(Stored data)
Start of Block
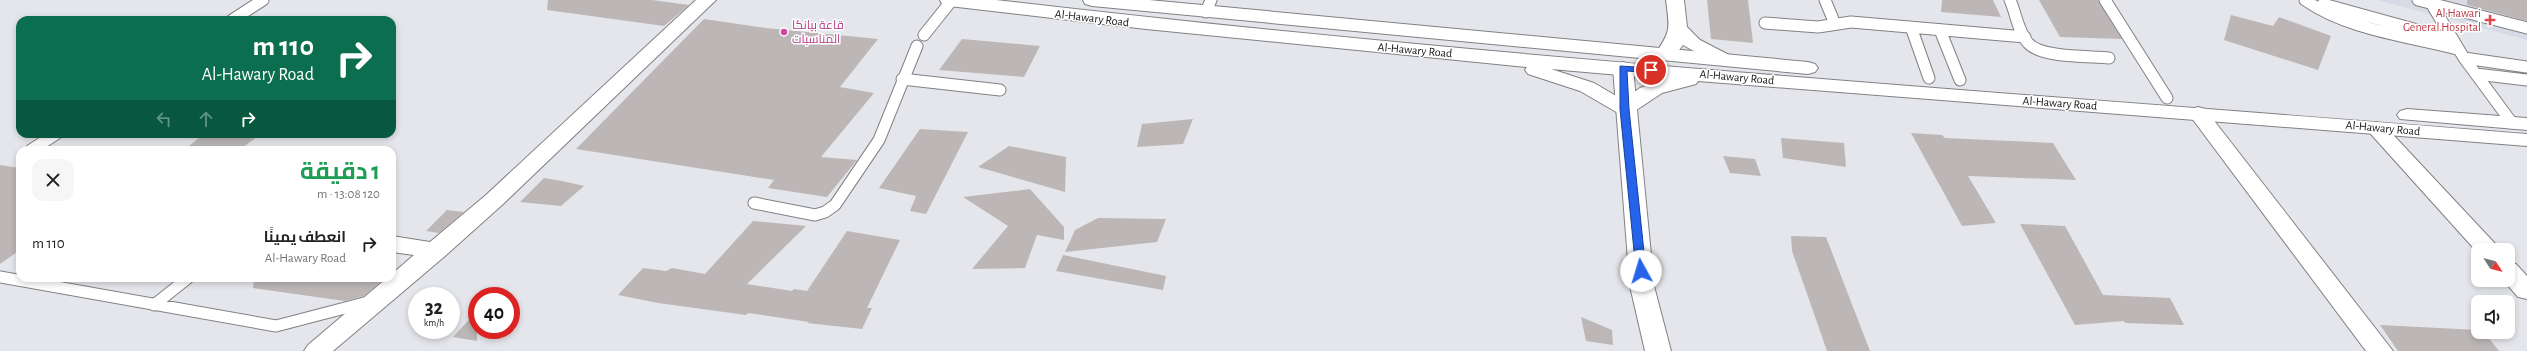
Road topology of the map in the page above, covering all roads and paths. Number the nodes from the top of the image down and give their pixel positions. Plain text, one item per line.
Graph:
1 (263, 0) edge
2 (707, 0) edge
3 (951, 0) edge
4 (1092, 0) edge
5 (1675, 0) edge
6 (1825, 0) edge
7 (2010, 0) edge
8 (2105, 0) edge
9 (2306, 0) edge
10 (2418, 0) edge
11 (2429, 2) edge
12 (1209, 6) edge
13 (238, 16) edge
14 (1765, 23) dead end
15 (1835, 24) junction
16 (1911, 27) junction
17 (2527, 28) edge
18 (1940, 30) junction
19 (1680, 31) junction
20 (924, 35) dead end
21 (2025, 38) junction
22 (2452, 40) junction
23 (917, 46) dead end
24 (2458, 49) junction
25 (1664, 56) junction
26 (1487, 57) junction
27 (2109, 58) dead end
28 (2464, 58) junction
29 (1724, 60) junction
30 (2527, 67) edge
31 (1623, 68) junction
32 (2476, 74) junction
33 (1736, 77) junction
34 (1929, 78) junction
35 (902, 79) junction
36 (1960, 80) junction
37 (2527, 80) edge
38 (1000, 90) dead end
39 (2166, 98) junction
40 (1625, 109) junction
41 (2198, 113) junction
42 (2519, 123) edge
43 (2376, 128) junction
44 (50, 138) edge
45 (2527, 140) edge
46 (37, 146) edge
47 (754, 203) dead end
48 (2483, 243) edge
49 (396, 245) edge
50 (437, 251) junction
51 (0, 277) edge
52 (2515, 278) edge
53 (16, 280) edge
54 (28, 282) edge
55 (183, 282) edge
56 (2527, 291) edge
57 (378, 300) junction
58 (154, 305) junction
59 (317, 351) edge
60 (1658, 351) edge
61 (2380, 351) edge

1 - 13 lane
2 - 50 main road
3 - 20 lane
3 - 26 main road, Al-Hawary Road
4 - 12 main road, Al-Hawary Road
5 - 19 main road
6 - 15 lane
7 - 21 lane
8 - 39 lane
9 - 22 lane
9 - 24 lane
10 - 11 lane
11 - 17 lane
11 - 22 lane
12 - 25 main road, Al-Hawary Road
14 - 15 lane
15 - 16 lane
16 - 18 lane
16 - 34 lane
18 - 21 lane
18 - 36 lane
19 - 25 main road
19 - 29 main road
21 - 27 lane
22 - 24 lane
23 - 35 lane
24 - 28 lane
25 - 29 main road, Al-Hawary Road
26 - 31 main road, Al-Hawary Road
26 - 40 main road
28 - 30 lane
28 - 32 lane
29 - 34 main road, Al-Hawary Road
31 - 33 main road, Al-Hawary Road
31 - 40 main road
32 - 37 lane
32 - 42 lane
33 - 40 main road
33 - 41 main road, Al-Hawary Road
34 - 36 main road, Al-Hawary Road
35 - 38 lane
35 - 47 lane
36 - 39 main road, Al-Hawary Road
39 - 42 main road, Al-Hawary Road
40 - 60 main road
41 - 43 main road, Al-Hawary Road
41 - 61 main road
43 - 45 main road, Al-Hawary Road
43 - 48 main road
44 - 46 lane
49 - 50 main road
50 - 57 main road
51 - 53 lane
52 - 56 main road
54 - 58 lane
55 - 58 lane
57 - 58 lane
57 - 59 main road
End of Block
Would you retype the entries above in full, exactly as written, minus the pictures?

Road topology of the map in the page above, covering all roads and paths. Number the nodes from the top of the image down and give their pixel positions. Plain text, one item per line.
Graph:
1 (263, 0) edge
2 (707, 0) edge
3 (951, 0) edge
4 (1092, 0) edge
5 (1675, 0) edge
6 (1825, 0) edge
7 (2010, 0) edge
8 (2105, 0) edge
9 (2306, 0) edge
10 (2418, 0) edge
11 (2429, 2) edge
12 (1209, 6) edge
13 (238, 16) edge
14 (1765, 23) dead end
15 (1835, 24) junction
16 (1911, 27) junction
17 (2527, 28) edge
18 (1940, 30) junction
19 (1680, 31) junction
20 (924, 35) dead end
21 (2025, 38) junction
22 (2452, 40) junction
23 (917, 46) dead end
24 (2458, 49) junction
25 (1664, 56) junction
26 (1487, 57) junction
27 (2109, 58) dead end
28 (2464, 58) junction
29 (1724, 60) junction
30 (2527, 67) edge
31 (1623, 68) junction
32 (2476, 74) junction
33 (1736, 77) junction
34 (1929, 78) junction
35 (902, 79) junction
36 (1960, 80) junction
37 (2527, 80) edge
38 (1000, 90) dead end
39 (2166, 98) junction
40 (1625, 109) junction
41 (2198, 113) junction
42 (2519, 123) edge
43 (2376, 128) junction
44 (50, 138) edge
45 (2527, 140) edge
46 (37, 146) edge
47 (754, 203) dead end
48 (2483, 243) edge
49 (396, 245) edge
50 (437, 251) junction
51 (0, 277) edge
52 (2515, 278) edge
53 (16, 280) edge
54 (28, 282) edge
55 (183, 282) edge
56 (2527, 291) edge
57 (378, 300) junction
58 (154, 305) junction
59 (317, 351) edge
60 (1658, 351) edge
61 (2380, 351) edge

1 - 13 lane
2 - 50 main road
3 - 20 lane
3 - 26 main road, Al-Hawary Road
4 - 12 main road, Al-Hawary Road
5 - 19 main road
6 - 15 lane
7 - 21 lane
8 - 39 lane
9 - 22 lane
9 - 24 lane
10 - 11 lane
11 - 17 lane
11 - 22 lane
12 - 25 main road, Al-Hawary Road
14 - 15 lane
15 - 16 lane
16 - 18 lane
16 - 34 lane
18 - 21 lane
18 - 36 lane
19 - 25 main road
19 - 29 main road
21 - 27 lane
22 - 24 lane
23 - 35 lane
24 - 28 lane
25 - 29 main road, Al-Hawary Road
26 - 31 main road, Al-Hawary Road
26 - 40 main road
28 - 30 lane
28 - 32 lane
29 - 34 main road, Al-Hawary Road
31 - 33 main road, Al-Hawary Road
31 - 40 main road
32 - 37 lane
32 - 42 lane
33 - 40 main road
33 - 41 main road, Al-Hawary Road
34 - 36 main road, Al-Hawary Road
35 - 38 lane
35 - 47 lane
36 - 39 main road, Al-Hawary Road
39 - 42 main road, Al-Hawary Road
40 - 60 main road
41 - 43 main road, Al-Hawary Road
41 - 61 main road
43 - 45 main road, Al-Hawary Road
43 - 48 main road
44 - 46 lane
49 - 50 main road
50 - 57 main road
51 - 53 lane
52 - 56 main road
54 - 58 lane
55 - 58 lane
57 - 58 lane
57 - 59 main road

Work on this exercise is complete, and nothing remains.